Whenever a line below includes the word "junction", copy that line.

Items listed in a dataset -

-- -- --

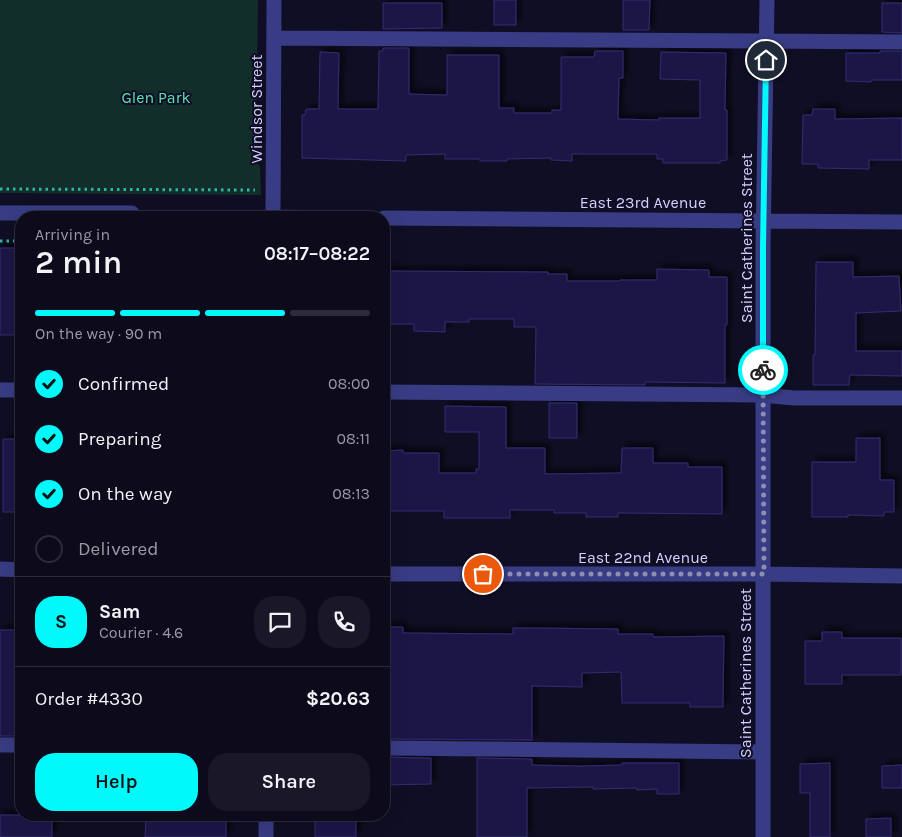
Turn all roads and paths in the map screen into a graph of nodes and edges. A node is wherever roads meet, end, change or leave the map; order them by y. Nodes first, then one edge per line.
1 (274, 0) edge
2 (766, 0) edge
3 (274, 38) junction
4 (766, 40) junction
5 (902, 42) edge
6 (0, 189) edge
7 (260, 190) dead end
8 (273, 211) edge
9 (0, 213) edge
10 (15, 213) edge
11 (390, 218) edge
12 (764, 221) junction
13 (902, 222) edge
14 (0, 241) edge
15 (15, 242) edge
16 (0, 390) edge
17 (15, 390) edge
18 (390, 392) edge
19 (763, 395) junction
20 (902, 398) edge
21 (0, 570) edge
22 (15, 570) edge
23 (390, 574) edge
24 (764, 574) junction
25 (902, 576) edge
26 (0, 745) edge
27 (15, 745) edge
28 (390, 748) edge
29 (762, 752) junction
30 (266, 821) edge
31 (266, 837) edge
32 (762, 837) edge

1 - 3 street, Windsor Street
2 - 4 street, Saint Catherines Street
3 - 4 street
3 - 8 street, Windsor Street
4 - 5 street
4 - 12 street, Saint Catherines Street
6 - 7 path
9 - 10 street
11 - 12 street, East 23rd Avenue
12 - 13 street, East 23rd Avenue
12 - 19 street, Saint Catherines Street
14 - 15 path
16 - 17 street
18 - 19 street
19 - 20 street
19 - 24 street, Saint Catherines Street
21 - 22 street
23 - 24 street, East 22nd Avenue
24 - 25 street, East 22nd Avenue
24 - 29 street, Saint Catherines Street
26 - 27 street
28 - 29 street
29 - 32 street, Saint Catherines Street
30 - 31 street

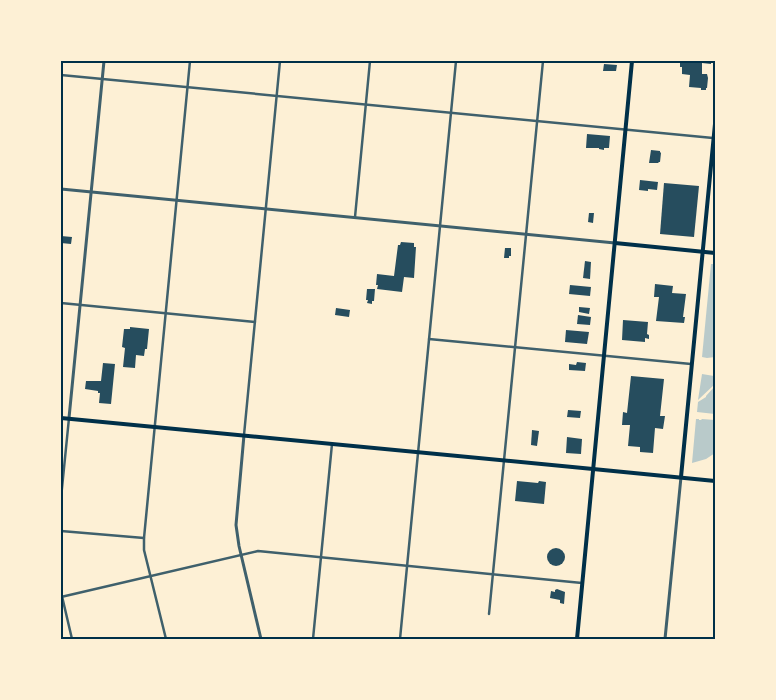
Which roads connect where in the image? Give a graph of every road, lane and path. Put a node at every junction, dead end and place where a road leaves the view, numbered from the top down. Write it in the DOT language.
graph roads {
  1 [pos="104,61"];
  2 [pos="190,61"];
  3 [pos="280,61"];
  4 [pos="370,61"];
  5 [pos="456,61"];
  6 [pos="543,61"];
  7 [pos="632,61"];
  8 [pos="61,75"];
  9 [pos="103,79"];
  10 [pos="187,87"];
  11 [pos="277,96"];
  12 [pos="366,104"];
  13 [pos="452,113"];
  14 [pos="537,121"];
  15 [pos="715,124"];
  16 [pos="626,130"];
  17 [pos="714,138"];
  18 [pos="61,189"];
  19 [pos="91,192"];
  20 [pos="176,200"];
  21 [pos="266,209"];
  22 [pos="355,217"];
  23 [pos="440,226"];
  24 [pos="526,234"];
  25 [pos="615,242"];
  26 [pos="702,252"];
  27 [pos="715,253"];
  28 [pos="61,303"];
  29 [pos="80,305"];
  30 [pos="166,314"];
  31 [pos="254,322"];
  32 [pos="430,339"];
  33 [pos="515,348"];
  34 [pos="604,356"];
  35 [pos="691,364"];
  36 [pos="61,418"];
  37 [pos="69,418"];
  38 [pos="154,426"];
  39 [pos="244,435"];
  40 [pos="332,444"];
  41 [pos="418,452"];
  42 [pos="504,460"];
  43 [pos="593,469"];
  44 [pos="681,478"];
  45 [pos="715,481"];
  46 [pos="61,498"];
  47 [pos="61,531"];
  48 [pos="144,538"];
  49 [pos="242,555"];
  50 [pos="321,557"];
  51 [pos="407,565"];
  52 [pos="493,573"];
  53 [pos="151,576"];
  54 [pos="582,583"];
  55 [pos="61,592"];
  56 [pos="62,597"];
  57 [pos="489,614"];
  58 [pos="72,639"];
  59 [pos="166,639"];
  60 [pos="260,639"];
  61 [pos="313,639"];
  62 [pos="400,639"];
  63 [pos="577,639"];
  64 [pos="665,639"];
  1 -- 9 [label="street"];
  2 -- 10 [label="street"];
  3 -- 11 [label="street"];
  4 -- 12 [label="street"];
  5 -- 13 [label="street"];
  6 -- 14 [label="street"];
  7 -- 16 [label="main road"];
  8 -- 9 [label="street"];
  9 -- 10 [label="street"];
  9 -- 19 [label="street"];
  10 -- 11 [label="street"];
  10 -- 20 [label="street"];
  11 -- 12 [label="street"];
  11 -- 21 [label="street"];
  12 -- 13 [label="street"];
  12 -- 22 [label="street"];
  13 -- 14 [label="street"];
  13 -- 23 [label="street"];
  14 -- 16 [label="street"];
  14 -- 24 [label="street"];
  15 -- 17 [label="main road"];
  16 -- 17 [label="street"];
  16 -- 25 [label="main road"];
  17 -- 26 [label="main road"];
  18 -- 19 [label="street"];
  19 -- 20 [label="street"];
  19 -- 29 [label="street"];
  20 -- 21 [label="street"];
  20 -- 30 [label="street"];
  21 -- 22 [label="street"];
  21 -- 31 [label="street"];
  22 -- 23 [label="street"];
  23 -- 24 [label="street"];
  23 -- 32 [label="street"];
  24 -- 25 [label="street"];
  24 -- 33 [label="street"];
  25 -- 26 [label="main road"];
  25 -- 34 [label="main road"];
  26 -- 27 [label="main road"];
  26 -- 35 [label="main road"];
  28 -- 29 [label="street"];
  29 -- 30 [label="street"];
  29 -- 37 [label="street"];
  30 -- 31 [label="street"];
  30 -- 38 [label="street"];
  31 -- 39 [label="street"];
  32 -- 33 [label="street"];
  32 -- 41 [label="street"];
  33 -- 34 [label="street"];
  33 -- 42 [label="street"];
  34 -- 35 [label="street"];
  34 -- 43 [label="main road"];
  35 -- 44 [label="main road"];
  36 -- 37 [label="main road"];
  37 -- 38 [label="main road"];
  37 -- 46 [label="street"];
  38 -- 39 [label="main road"];
  38 -- 48 [label="street"];
  39 -- 40 [label="main road"];
  39 -- 49 [label="street"];
  40 -- 41 [label="main road"];
  40 -- 50 [label="street"];
  41 -- 42 [label="main road"];
  41 -- 51 [label="street"];
  42 -- 43 [label="main road"];
  42 -- 52 [label="street"];
  43 -- 44 [label="main road"];
  43 -- 54 [label="main road"];
  44 -- 45 [label="main road"];
  44 -- 64 [label="street"];
  47 -- 48 [label="street"];
  48 -- 53 [label="street"];
  49 -- 50 [label="street"];
  49 -- 53 [label="street"];
  49 -- 60 [label="street"];
  50 -- 51 [label="street"];
  50 -- 61 [label="street"];
  51 -- 52 [label="street"];
  51 -- 62 [label="street"];
  52 -- 54 [label="street"];
  52 -- 57 [label="street"];
  53 -- 56 [label="street"];
  53 -- 59 [label="street"];
  54 -- 63 [label="main road"];
  55 -- 56 [label="street"];
  56 -- 58 [label="street"];
}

-- -- --

Solved exercise -
3 (274, 38) junction
4 (766, 40) junction
12 (764, 221) junction
19 (763, 395) junction
24 (764, 574) junction
29 (762, 752) junction
Which roads connect where in the image? Give a graph of every road, lane and path. Put a node at every junction, dead end and place where a road leaves the view, numbered from the top down. Write it in the DOT language.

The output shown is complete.